Retail Council of Canada eyeing domestic baby formula supply amid Abbott recall

The Retail Council of Canada says some baby formula retailers have begun restricting sales in Canada to cope with spiked demand amid a recall of certain Abbott products.

A dearth of the Chicago-based manufacturer’s Similac powder formulas has increased pressure on other brands as families turn to alternatives, said national spokeswoman Michelle Wasylyshen.

While Canada is not experiencing the bare shelves seen at many stores south of the border, she says she knows of at least two national retailers that have begun curtailing online availability.

“Some of them do have a limit on online orders for formula of two units per product. And this is to ensure that their stores are able to have stock available for customers who come in to purchase,” says Wasylyshen.

The move comes amid fears that an ongoing shortage in the United States could spark similar feeding woes here. Although Canadian retailers use different supply chains, Wasylyshen acknowledged that was a possibility.

“They’re not experiencing major challenges at the present time, but we’ll want to keep our eye on them because the longer the shortage continues from Abbott, the more impacted these other suppliers will be and so we could start to see additional shortages,” Wasylyshen said Wednesday.

In February, Abbott recalled certain products of several major brands — Similac, Alimentum, and EleCare — and closed its Sturgis, Mich., factory when U.S. federal officials concluded four babies suffered bacterial infections after consuming formula from the facility. Two of the infants died.

Abbott said its formula is not likely the source of infection, though the Food and Drug Administration said it is still investigating.

The shutdown has sent parents across the United States scrambling to find substitutions, only to find empty shelves at many stores. Some U.S. retailers, including CVS and Walgreens, have begun limiting purchases to three containers per customer.

In Canada, some parents have turned to online forums to trade stories about their experience switching brands and the availability of stock at various retailers.

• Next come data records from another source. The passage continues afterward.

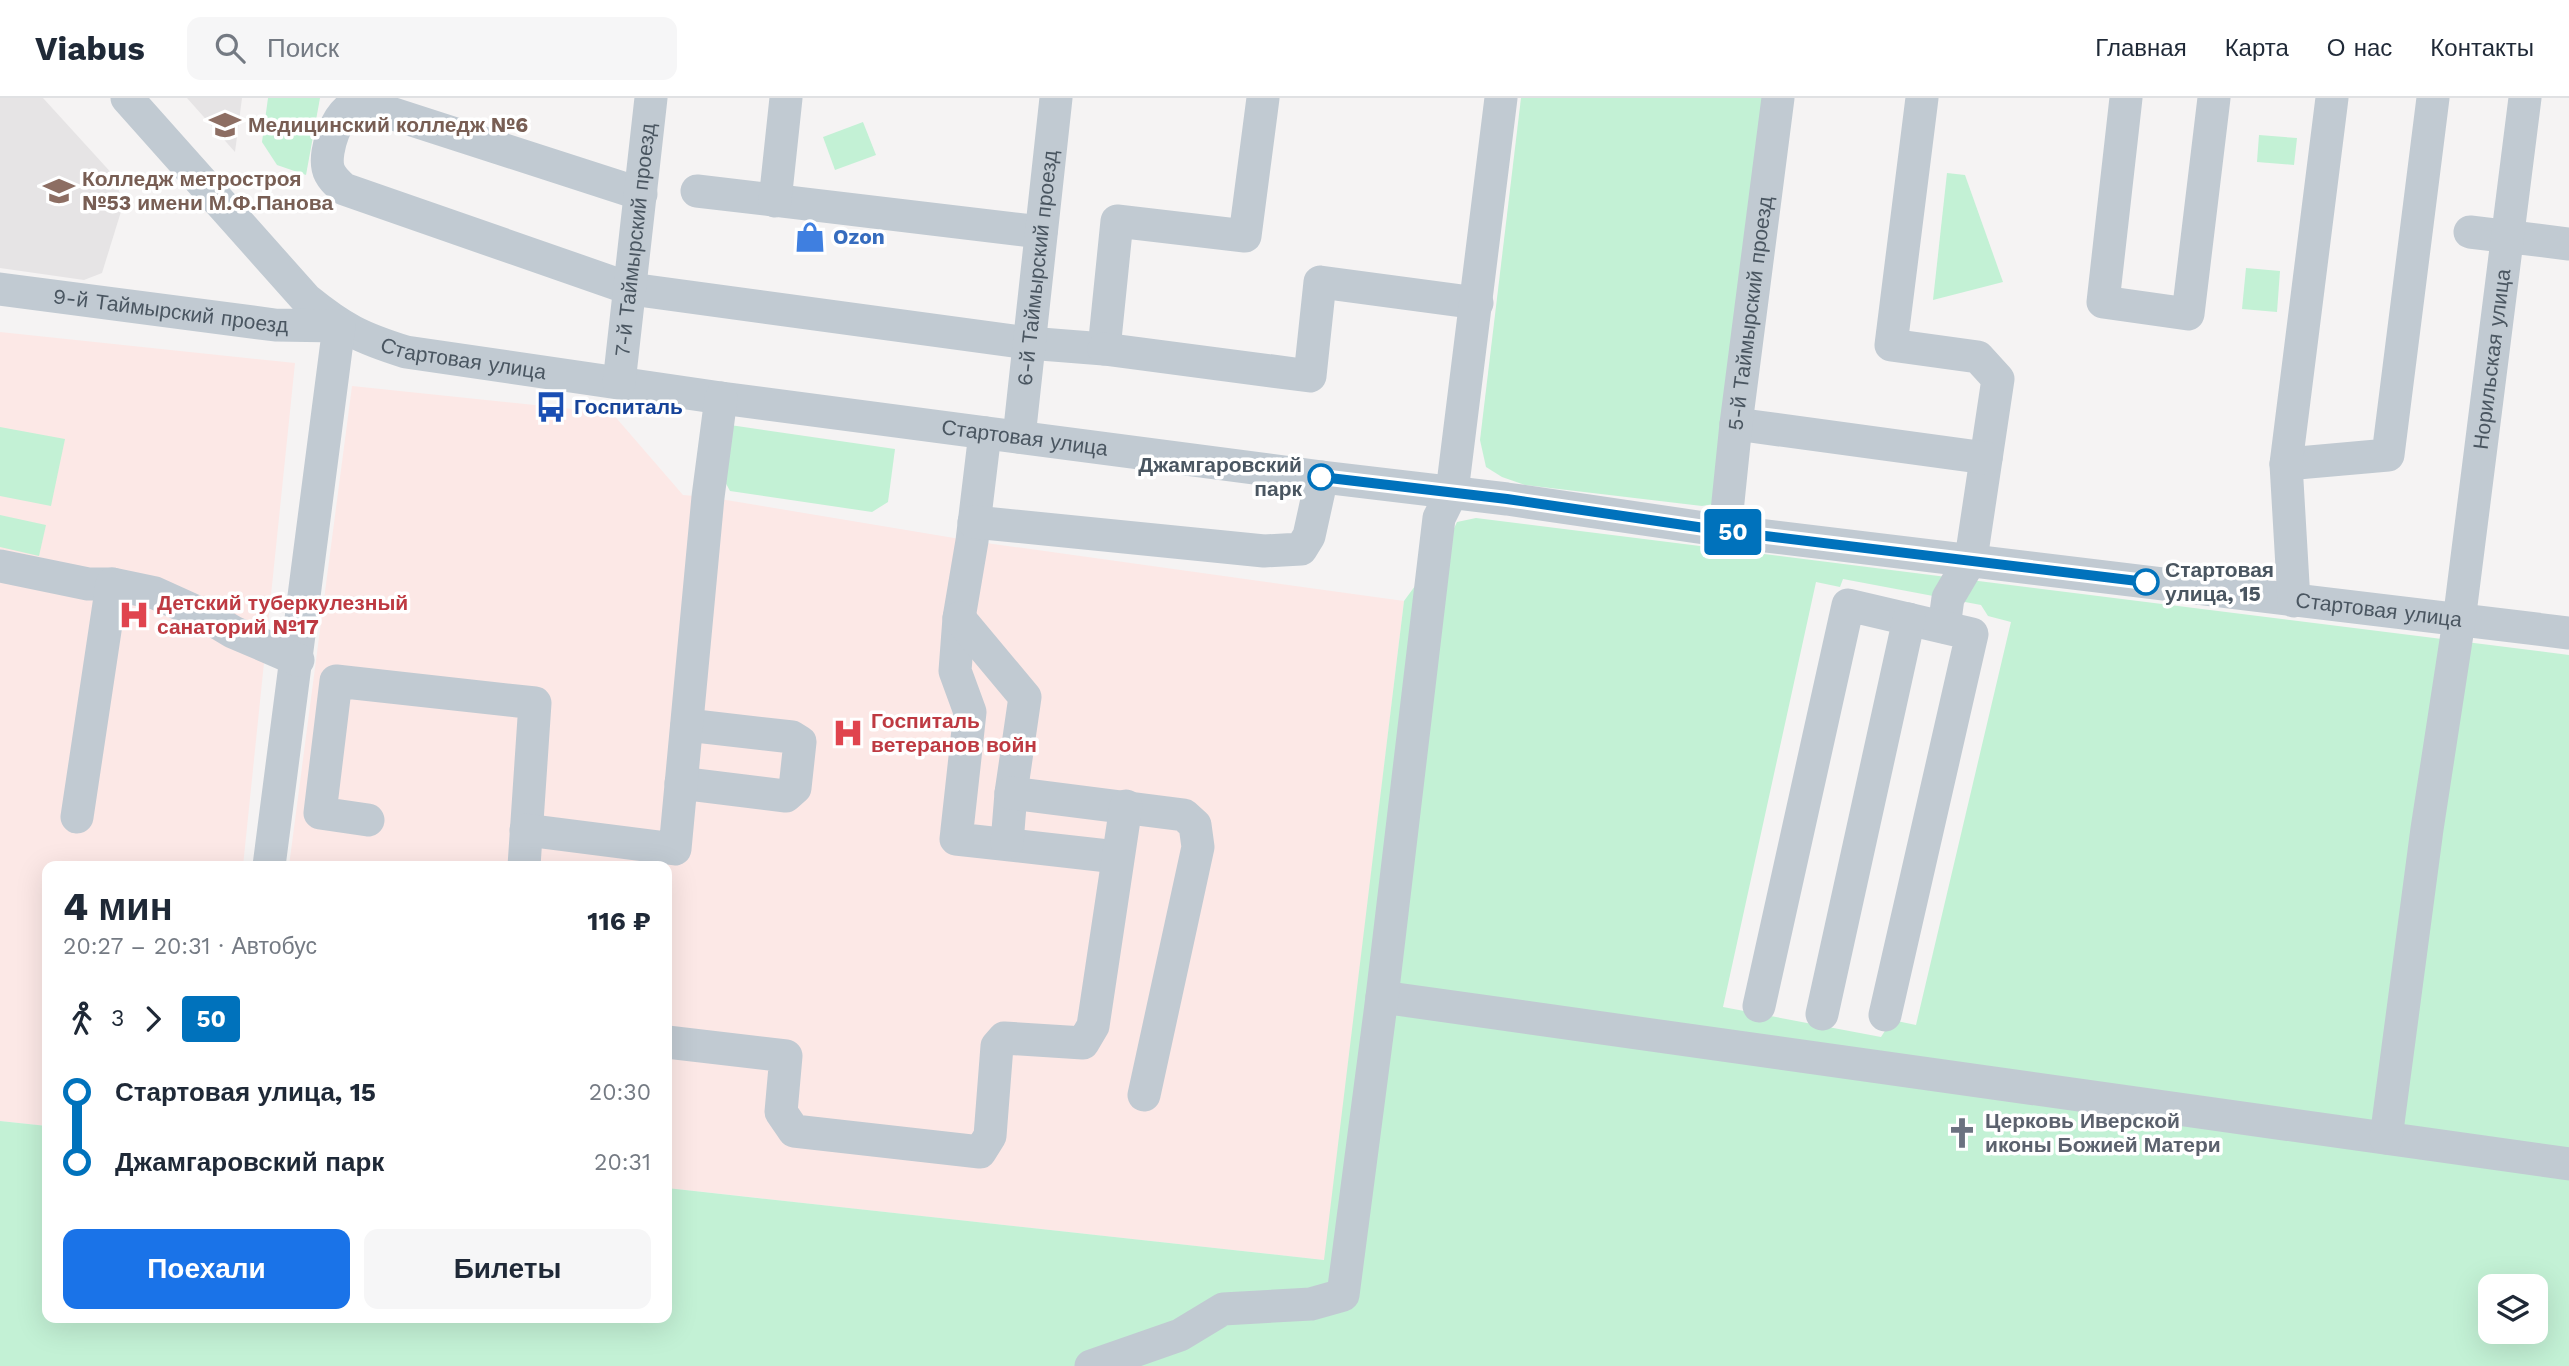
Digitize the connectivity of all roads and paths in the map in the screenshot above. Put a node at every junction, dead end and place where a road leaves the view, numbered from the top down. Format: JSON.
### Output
{"nodes":[{"id":1,"x":127,"y":98,"type":"edge"},
{"id":2,"x":651,"y":98,"type":"edge"},
{"id":3,"x":786,"y":98,"type":"edge"},
{"id":4,"x":1056,"y":98,"type":"edge"},
{"id":5,"x":1263,"y":98,"type":"edge"},
{"id":6,"x":1501,"y":98,"type":"edge"},
{"id":7,"x":1778,"y":98,"type":"edge"},
{"id":8,"x":1922,"y":98,"type":"edge"},
{"id":9,"x":2126,"y":98,"type":"edge"},
{"id":10,"x":2214,"y":98,"type":"edge"},
{"id":11,"x":2332,"y":98,"type":"edge"},
{"id":12,"x":2433,"y":98,"type":"edge"},
{"id":13,"x":2525,"y":98,"type":"edge"},
{"id":14,"x":697,"y":191,"type":"dead end"},
{"id":15,"x":641,"y":194,"type":"junction"},
{"id":16,"x":775,"y":201,"type":"junction"},
{"id":17,"x":1041,"y":232,"type":"junction"},
{"id":18,"x":2470,"y":232,"type":"dead end"},
{"id":19,"x":2508,"y":237,"type":"junction"},
{"id":20,"x":2569,"y":244,"type":"edge"},
{"id":21,"x":0,"y":289,"type":"edge"},
{"id":22,"x":631,"y":289,"type":"junction"},
{"id":23,"x":1477,"y":303,"type":"junction"},
{"id":24,"x":339,"y":326,"type":"junction"},
{"id":25,"x":1028,"y":343,"type":"junction"},
{"id":26,"x":1104,"y":349,"type":"junction"},
{"id":27,"x":619,"y":383,"type":"junction"},
{"id":28,"x":721,"y":397,"type":"junction"},
{"id":29,"x":1735,"y":424,"type":"junction"},
{"id":30,"x":985,"y":433,"type":"junction"},
{"id":31,"x":1019,"y":437,"type":"junction"},
{"id":32,"x":1986,"y":458,"type":"junction"},
{"id":33,"x":2286,"y":464,"type":"junction"},
{"id":34,"x":1322,"y":477,"type":"junction"},
{"id":35,"x":1452,"y":492,"type":"junction"},
{"id":36,"x":974,"y":522,"type":"junction"},
{"id":37,"x":1725,"y":531,"type":"junction"},
{"id":38,"x":1971,"y":559,"type":"junction"},
{"id":39,"x":0,"y":566,"type":"edge"},
{"id":40,"x":112,"y":584,"type":"junction"},
{"id":41,"x":2294,"y":601,"type":"junction"},
{"id":42,"x":959,"y":618,"type":"junction"},
{"id":43,"x":1909,"y":619,"type":"junction"},
{"id":44,"x":2459,"y":621,"type":"junction"},
{"id":45,"x":1944,"y":627,"type":"junction"},
{"id":46,"x":2569,"y":633,"type":"edge"},
{"id":47,"x":298,"y":660,"type":"junction"},
{"id":48,"x":687,"y":725,"type":"junction"},
{"id":49,"x":681,"y":783,"type":"junction"},
{"id":50,"x":1011,"y":793,"type":"junction"},
{"id":51,"x":1126,"y":806,"type":"junction"},
{"id":52,"x":77,"y":817,"type":"dead end"},
{"id":53,"x":368,"y":820,"type":"dead end"},
{"id":54,"x":526,"y":830,"type":"junction"},
{"id":55,"x":1007,"y":843,"type":"junction"},
{"id":56,"x":1117,"y":857,"type":"junction"},
{"id":57,"x":270,"y":861,"type":"edge"},
{"id":58,"x":524,"y":861,"type":"edge"},
{"id":59,"x":1381,"y":997,"type":"junction"},
{"id":60,"x":1759,"y":1006,"type":"dead end"},
{"id":61,"x":1822,"y":1013,"type":"dead end"},
{"id":62,"x":1885,"y":1015,"type":"dead end"},
{"id":63,"x":672,"y":1043,"type":"edge"},
{"id":64,"x":1144,"y":1095,"type":"dead end"},
{"id":65,"x":2386,"y":1139,"type":"junction"},
{"id":66,"x":2569,"y":1164,"type":"edge"},
{"id":67,"x":1091,"y":1366,"type":"edge"}],
"edges":[{"from":1,"to":24,"type":"street","name":"Стартовая улица"},
{"from":2,"to":15,"type":"street","name":"7-й Таймырский проезд"},
{"from":3,"to":16,"type":"street"},
{"from":4,"to":17,"type":"street","name":"6-й Таймырский проезд"},
{"from":5,"to":26,"type":"street"},
{"from":6,"to":23,"type":"street"},
{"from":7,"to":29,"type":"street","name":"5-й Таймырский проезд"},
{"from":8,"to":32,"type":"street"},
{"from":9,"to":10,"type":"street"},
{"from":11,"to":33,"type":"street"},
{"from":12,"to":33,"type":"street"},
{"from":13,"to":19,"type":"street","name":"Норильская улица"},
{"from":14,"to":16,"type":"street"},
{"from":15,"to":22,"type":"street","name":"7-й Таймырский проезд"},
{"from":15,"to":22,"type":"street"},
{"from":16,"to":17,"type":"street"},
{"from":17,"to":25,"type":"street","name":"6-й Таймырский проезд"},
{"from":18,"to":19,"type":"street"},
{"from":19,"to":20,"type":"street"},
{"from":19,"to":44,"type":"street","name":"Норильская улица"},
{"from":21,"to":24,"type":"street","name":"9-й Таймырский проезд"},
{"from":22,"to":25,"type":"street"},
{"from":22,"to":27,"type":"street","name":"7-й Таймырский проезд"},
{"from":23,"to":26,"type":"street"},
{"from":23,"to":35,"type":"street"},
{"from":24,"to":27,"type":"street","name":"Стартовая улица"},
{"from":24,"to":47,"type":"street"},
{"from":25,"to":26,"type":"street"},
{"from":25,"to":31,"type":"street","name":"6-й Таймырский проезд"},
{"from":27,"to":28,"type":"street","name":"Стартовая улица"},
{"from":28,"to":30,"type":"street","name":"Стартовая улица"},
{"from":28,"to":48,"type":"street"},
{"from":29,"to":32,"type":"street"},
{"from":29,"to":37,"type":"street","name":"5-й Таймырский проезд"},
{"from":30,"to":31,"type":"street","name":"Стартовая улица"},
{"from":30,"to":36,"type":"street"},
{"from":31,"to":34,"type":"street","name":"Стартовая улица"},
{"from":32,"to":38,"type":"street"},
{"from":33,"to":41,"type":"street"},
{"from":34,"to":35,"type":"street","name":"Стартовая улица"},
{"from":34,"to":36,"type":"street"},
{"from":35,"to":37,"type":"street","name":"Стартовая улица"},
{"from":35,"to":59,"type":"street"},
{"from":36,"to":42,"type":"street"},
{"from":37,"to":38,"type":"street","name":"Стартовая улица"},
{"from":38,"to":41,"type":"street","name":"Стартовая улица"},
{"from":38,"to":45,"type":"street"},
{"from":39,"to":40,"type":"street"},
{"from":40,"to":47,"type":"street"},
{"from":40,"to":52,"type":"street"},
{"from":41,"to":44,"type":"street","name":"Стартовая улица"},
{"from":42,"to":50,"type":"street"},
{"from":42,"to":55,"type":"street"},
{"from":43,"to":45,"type":"street"},
{"from":43,"to":60,"type":"street"},
{"from":43,"to":61,"type":"street"},
{"from":44,"to":46,"type":"street","name":"Стартовая улица"},
{"from":44,"to":65,"type":"street","name":"Норильская улица"},
{"from":45,"to":62,"type":"street"},
{"from":47,"to":57,"type":"street"},
{"from":48,"to":49,"type":"street"},
{"from":48,"to":49,"type":"street"},
{"from":49,"to":54,"type":"street"},
{"from":50,"to":51,"type":"street"},
{"from":50,"to":55,"type":"street"},
{"from":51,"to":56,"type":"street"},
{"from":51,"to":64,"type":"street"},
{"from":53,"to":54,"type":"street"},
{"from":54,"to":58,"type":"street"},
{"from":55,"to":56,"type":"street"},
{"from":56,"to":63,"type":"street"},
{"from":59,"to":65,"type":"street"},
{"from":59,"to":67,"type":"street"},
{"from":65,"to":66,"type":"street"}]}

Nursing mom Alanna Keeley in Orangeville, Ont. says she had a rough start to breastfeeding and the only formula her eight-week-old twins can tolerate is Abbott’s Alimentum.

She bought four cans before they were born but has not been able to find the powdered or liquid versions since. They’ve adjusted to pumped breast milk but with a toddler to also care for, Keeley says it’s difficult to keep pace with the twins’ demands, which involve 30 minutes of pumping every two hours.

“There’s no formula that they’ll take except for the one that’s out of stock everywhere,” she says.

“We’re spending all of the time that we’re up in the night looking on Amazon, looking on Walmart, looking at Costco, like everywhere. And every time we go to a store, we ask: Do you have the Similac? And we have friends and family in different cities watching out for it. And no one’s found any yet.”

Wasylyshen said Abbott is still not shipping any item impacted by the recall, which includes the vast majority of their powders. She said specialized formulas without substitutions have been affected for nine months due to the pandemic.

Loblaw Companies Ltd., which owns Shoppers Drug Mart, said in an emailed statement Wednesday that supply issues are only affecting the recalled products.

“While this has left holes in our shelves, we do have a good supply of formula from our other vendors,” it said.

Wasylyshen said supply can vary widely in Canada because different retailers use different supply chains.

Complicating matters are lingering delays caused by the COVID-19 pandemic, which sparked myriad global supply chain disruptions last year.

“Everything is taking a little bit longer to get to stores,” she said.

— With files from The Associated Press.